The layered, elongated look is organized and opulent, an ode to the performance of getting dressed.
Curved seams on sleeves offer a rounded embrace. Wide four-pleat pants pool at the ankle. Merino knits sit high on the neck and are pulled down on the body. Buttons are lowered on jackets and collarless blousons. Hands folded into pockets form gathers of rich, supple textile.
Mayner reframes the familiar, using what he sees on the streets of Paris or his native Tel Aviv, and teases it. He revels in the tactility and hardiness of English cloth, the fluidity of Italian wool, dry tweeds with a cashmere touch. Cottons appear in a mixture of weights and tones.

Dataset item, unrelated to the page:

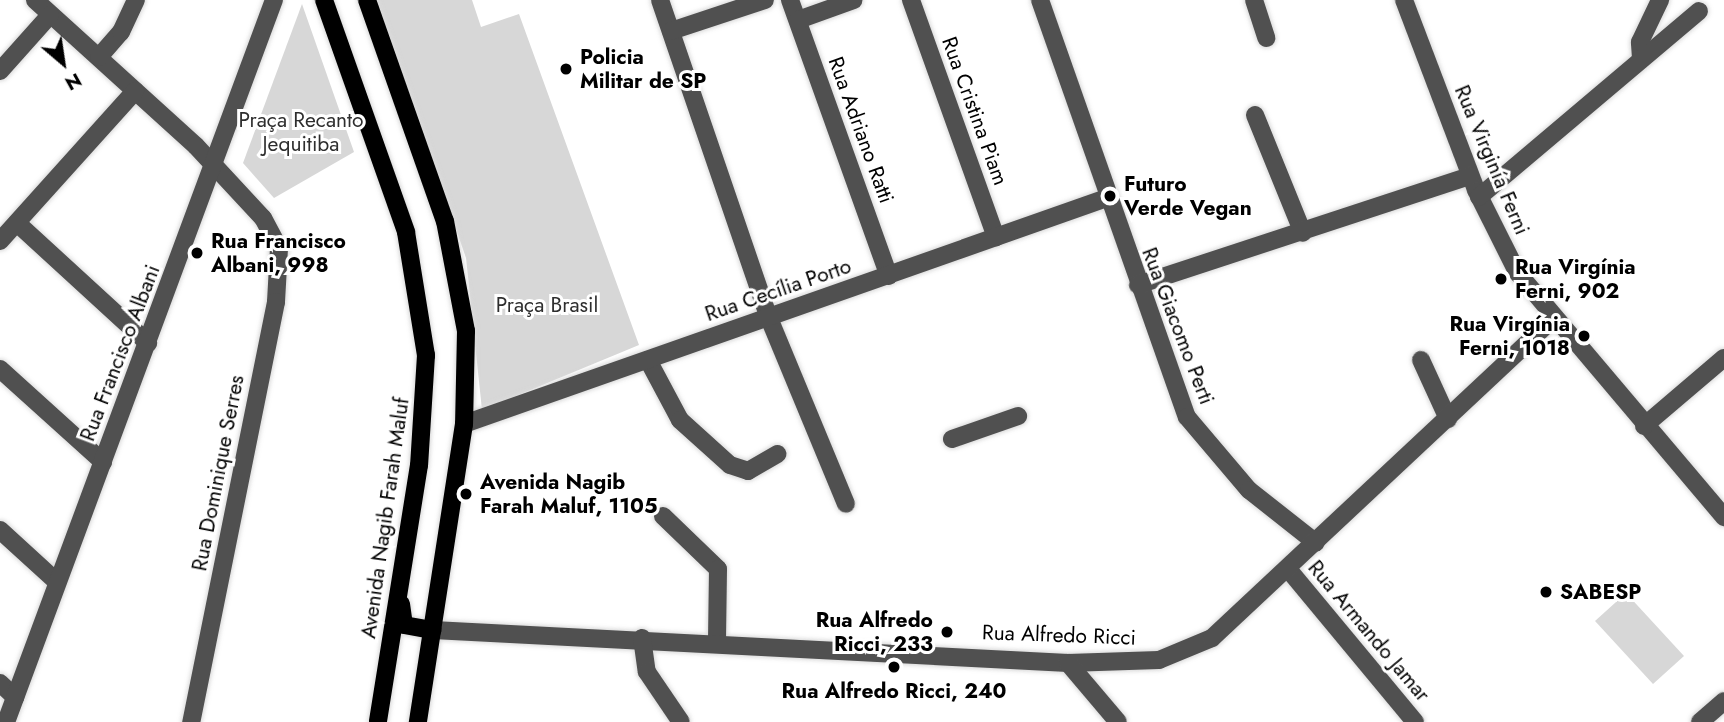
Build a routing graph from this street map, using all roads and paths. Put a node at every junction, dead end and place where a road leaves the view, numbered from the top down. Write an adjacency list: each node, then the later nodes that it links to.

There is a dynamic between the interior and the exterior – space between the body and the material, the back and the front. This is expressed in a series of tabards drawn mid-calf, either fed through an open slit on the back of button-down coats or worn twisted over the shoulder, creating open front ponchos.
The shoulders of tailored blazers are blown out. An asymmetric one-sleeve felted wool top is worn underneath a V-neck blouson. Crisp cotton judo pants are tucked into single-seam suede boots that ruche at the ankle. The palette of butter, rust, ivory, cement, copper, camel, navy and olive evokes the diffused radiance of watercolour.
The look does not pursue the conceit of perfection but instead finds joy in the meandering lines of a generously cut lapel or the volume of a sleeve. There is a mannish softness. A volume that follows the body. A supple architecture. A minimalism that is not minimalist. A romance that is unsentimental. An elegance, askew.